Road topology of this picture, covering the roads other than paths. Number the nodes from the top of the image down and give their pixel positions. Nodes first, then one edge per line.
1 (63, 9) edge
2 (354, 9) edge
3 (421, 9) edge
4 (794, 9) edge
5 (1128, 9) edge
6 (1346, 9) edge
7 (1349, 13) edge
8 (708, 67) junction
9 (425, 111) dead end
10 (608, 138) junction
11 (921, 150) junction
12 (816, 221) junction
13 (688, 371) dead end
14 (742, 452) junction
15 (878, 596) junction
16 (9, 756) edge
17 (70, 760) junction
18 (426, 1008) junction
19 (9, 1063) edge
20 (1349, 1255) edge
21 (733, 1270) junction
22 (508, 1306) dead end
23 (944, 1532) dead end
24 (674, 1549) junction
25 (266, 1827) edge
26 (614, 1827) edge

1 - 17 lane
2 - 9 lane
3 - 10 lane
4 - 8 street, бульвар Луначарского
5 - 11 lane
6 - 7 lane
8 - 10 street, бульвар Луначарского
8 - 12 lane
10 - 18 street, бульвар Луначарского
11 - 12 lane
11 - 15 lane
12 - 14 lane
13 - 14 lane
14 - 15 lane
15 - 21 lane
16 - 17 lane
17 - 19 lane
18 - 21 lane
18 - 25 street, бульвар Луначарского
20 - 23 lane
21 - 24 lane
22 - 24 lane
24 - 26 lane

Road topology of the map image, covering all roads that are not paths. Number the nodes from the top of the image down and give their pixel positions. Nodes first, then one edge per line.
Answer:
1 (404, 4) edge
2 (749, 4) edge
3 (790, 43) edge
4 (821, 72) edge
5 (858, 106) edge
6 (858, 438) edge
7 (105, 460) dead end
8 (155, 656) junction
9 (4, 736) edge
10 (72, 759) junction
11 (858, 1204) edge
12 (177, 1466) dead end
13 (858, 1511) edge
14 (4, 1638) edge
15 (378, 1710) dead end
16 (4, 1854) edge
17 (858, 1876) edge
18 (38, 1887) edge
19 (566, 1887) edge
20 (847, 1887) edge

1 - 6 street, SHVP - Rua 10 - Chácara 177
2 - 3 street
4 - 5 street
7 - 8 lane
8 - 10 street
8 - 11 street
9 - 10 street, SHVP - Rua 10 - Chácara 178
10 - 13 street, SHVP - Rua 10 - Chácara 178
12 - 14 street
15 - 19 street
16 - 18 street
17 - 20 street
▬▬▬
→ **What needs to be done**
Every entry above, from first to last, should be repeated exactly.

→ **Solved problem**
Road topology of this picture, covering the roads other than paths. Number the nodes from the top of the image down and give their pixel positions. Nodes first, then one edge per line.
1 (63, 9) edge
2 (354, 9) edge
3 (421, 9) edge
4 (794, 9) edge
5 (1128, 9) edge
6 (1346, 9) edge
7 (1349, 13) edge
8 (708, 67) junction
9 (425, 111) dead end
10 (608, 138) junction
11 (921, 150) junction
12 (816, 221) junction
13 (688, 371) dead end
14 (742, 452) junction
15 (878, 596) junction
16 (9, 756) edge
17 (70, 760) junction
18 (426, 1008) junction
19 (9, 1063) edge
20 (1349, 1255) edge
21 (733, 1270) junction
22 (508, 1306) dead end
23 (944, 1532) dead end
24 (674, 1549) junction
25 (266, 1827) edge
26 (614, 1827) edge

1 - 17 lane
2 - 9 lane
3 - 10 lane
4 - 8 street, бульвар Луначарского
5 - 11 lane
6 - 7 lane
8 - 10 street, бульвар Луначарского
8 - 12 lane
10 - 18 street, бульвар Луначарского
11 - 12 lane
11 - 15 lane
12 - 14 lane
13 - 14 lane
14 - 15 lane
15 - 21 lane
16 - 17 lane
17 - 19 lane
18 - 21 lane
18 - 25 street, бульвар Луначарского
20 - 23 lane
21 - 24 lane
22 - 24 lane
24 - 26 lane

Road topology of the map image, covering all roads that are not paths. Number the nodes from the top of the image down and give their pixel positions. Nodes first, then one edge per line.
Answer:
1 (404, 4) edge
2 (749, 4) edge
3 (790, 43) edge
4 (821, 72) edge
5 (858, 106) edge
6 (858, 438) edge
7 (105, 460) dead end
8 (155, 656) junction
9 (4, 736) edge
10 (72, 759) junction
11 (858, 1204) edge
12 (177, 1466) dead end
13 (858, 1511) edge
14 (4, 1638) edge
15 (378, 1710) dead end
16 (4, 1854) edge
17 (858, 1876) edge
18 (38, 1887) edge
19 (566, 1887) edge
20 (847, 1887) edge

1 - 6 street, SHVP - Rua 10 - Chácara 177
2 - 3 street
4 - 5 street
7 - 8 lane
8 - 10 street
8 - 11 street
9 - 10 street, SHVP - Rua 10 - Chácara 178
10 - 13 street, SHVP - Rua 10 - Chácara 178
12 - 14 street
15 - 19 street
16 - 18 street
17 - 20 street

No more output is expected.